Great interview, Fatima! One thought that crossed my mind in Luke's description of himself as 'feminist' was about the number of feminists who would not accept that. Indeed, when he speaks of standing up for women as he would for people of colour and gendered minorities he may not be aware that his broadbased approach to social justice in terms of human rights is rejected by feminist theorists like Judith Butler as too compromised by 'intersectionality' and the inevitable compromises that all people have to make in the quest for human rights. The use of epistemic privilege that, for example and as a consequence of this, silences men like Luke from speaking up for women would be a two-edged sword, advancing the privilege of individual groups to such an extreme extent as to advance fictitious claims on the rights agenda. One example I can think of here is the exaggerated claim of most feminist groups that because it is women alone who exercise sovereignty over their bodies that men, including putative fathers, have no rights in respect of speaking up for unborn children. I do wish that non-toxic masculinists were more inclined to speak up on behalf of unborn children.

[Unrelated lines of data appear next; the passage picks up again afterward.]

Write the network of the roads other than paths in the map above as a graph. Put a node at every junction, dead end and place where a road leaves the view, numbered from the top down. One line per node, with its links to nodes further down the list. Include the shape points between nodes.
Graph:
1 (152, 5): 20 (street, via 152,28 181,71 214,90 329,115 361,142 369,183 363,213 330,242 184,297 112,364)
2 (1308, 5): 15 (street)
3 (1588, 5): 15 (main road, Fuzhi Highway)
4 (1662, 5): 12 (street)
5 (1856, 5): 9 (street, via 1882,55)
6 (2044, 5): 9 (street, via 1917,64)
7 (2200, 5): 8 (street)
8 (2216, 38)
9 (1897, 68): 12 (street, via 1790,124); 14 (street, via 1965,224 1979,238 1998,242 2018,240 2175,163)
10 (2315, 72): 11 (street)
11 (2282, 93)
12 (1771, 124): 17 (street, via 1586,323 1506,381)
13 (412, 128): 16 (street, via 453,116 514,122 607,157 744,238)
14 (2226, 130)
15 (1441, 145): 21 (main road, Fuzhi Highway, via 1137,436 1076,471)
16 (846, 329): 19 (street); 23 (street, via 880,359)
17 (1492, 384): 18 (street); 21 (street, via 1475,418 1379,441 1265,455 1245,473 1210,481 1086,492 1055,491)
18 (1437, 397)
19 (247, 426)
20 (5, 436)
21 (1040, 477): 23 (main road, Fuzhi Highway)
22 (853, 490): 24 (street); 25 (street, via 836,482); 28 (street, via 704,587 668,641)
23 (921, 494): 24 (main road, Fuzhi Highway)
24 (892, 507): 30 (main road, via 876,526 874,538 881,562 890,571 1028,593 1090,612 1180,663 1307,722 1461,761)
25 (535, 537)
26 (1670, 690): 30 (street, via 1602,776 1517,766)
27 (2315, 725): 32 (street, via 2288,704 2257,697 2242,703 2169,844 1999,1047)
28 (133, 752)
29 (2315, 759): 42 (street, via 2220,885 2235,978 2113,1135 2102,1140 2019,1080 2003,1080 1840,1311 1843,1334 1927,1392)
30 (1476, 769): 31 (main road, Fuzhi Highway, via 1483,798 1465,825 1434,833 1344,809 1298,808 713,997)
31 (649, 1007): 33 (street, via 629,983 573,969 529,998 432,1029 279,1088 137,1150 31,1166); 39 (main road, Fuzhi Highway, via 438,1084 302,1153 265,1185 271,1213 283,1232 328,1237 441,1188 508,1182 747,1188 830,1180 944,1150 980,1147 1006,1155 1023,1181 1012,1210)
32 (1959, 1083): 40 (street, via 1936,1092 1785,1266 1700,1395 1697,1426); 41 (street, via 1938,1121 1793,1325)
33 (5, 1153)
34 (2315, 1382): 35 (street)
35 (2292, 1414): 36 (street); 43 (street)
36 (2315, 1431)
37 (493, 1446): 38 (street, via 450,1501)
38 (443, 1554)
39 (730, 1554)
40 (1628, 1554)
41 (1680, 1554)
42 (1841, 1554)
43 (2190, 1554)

Michael Furtado | 06 May 2018

It might be helpful to remember what war does to a society ... when men leave as soldiers and either die or come back often traumatised with PTSD. Women and children are left to sustain and keep the home life intact, and work in areas that men were traditionally employed in. Any role models are those who stay present to the children during this period. Then when the war is over society has to find its way to re-build and restore its fabric again ... How much trauma got passed on inter-generationally? How many men and women struggled with role reversals and permanent damage to each one's psyche through no fault of their own? How much did societal expectations of that era play out in future generations? Healing comes from naming and bearing witness to it all ... and lamenting the loss of so much life and vitality in all spheres of society ... only then can the whisper of new life finally breathe with a sense of hope. All of what Luke said is valid ... but societal trauma demands attending to its shadow as well.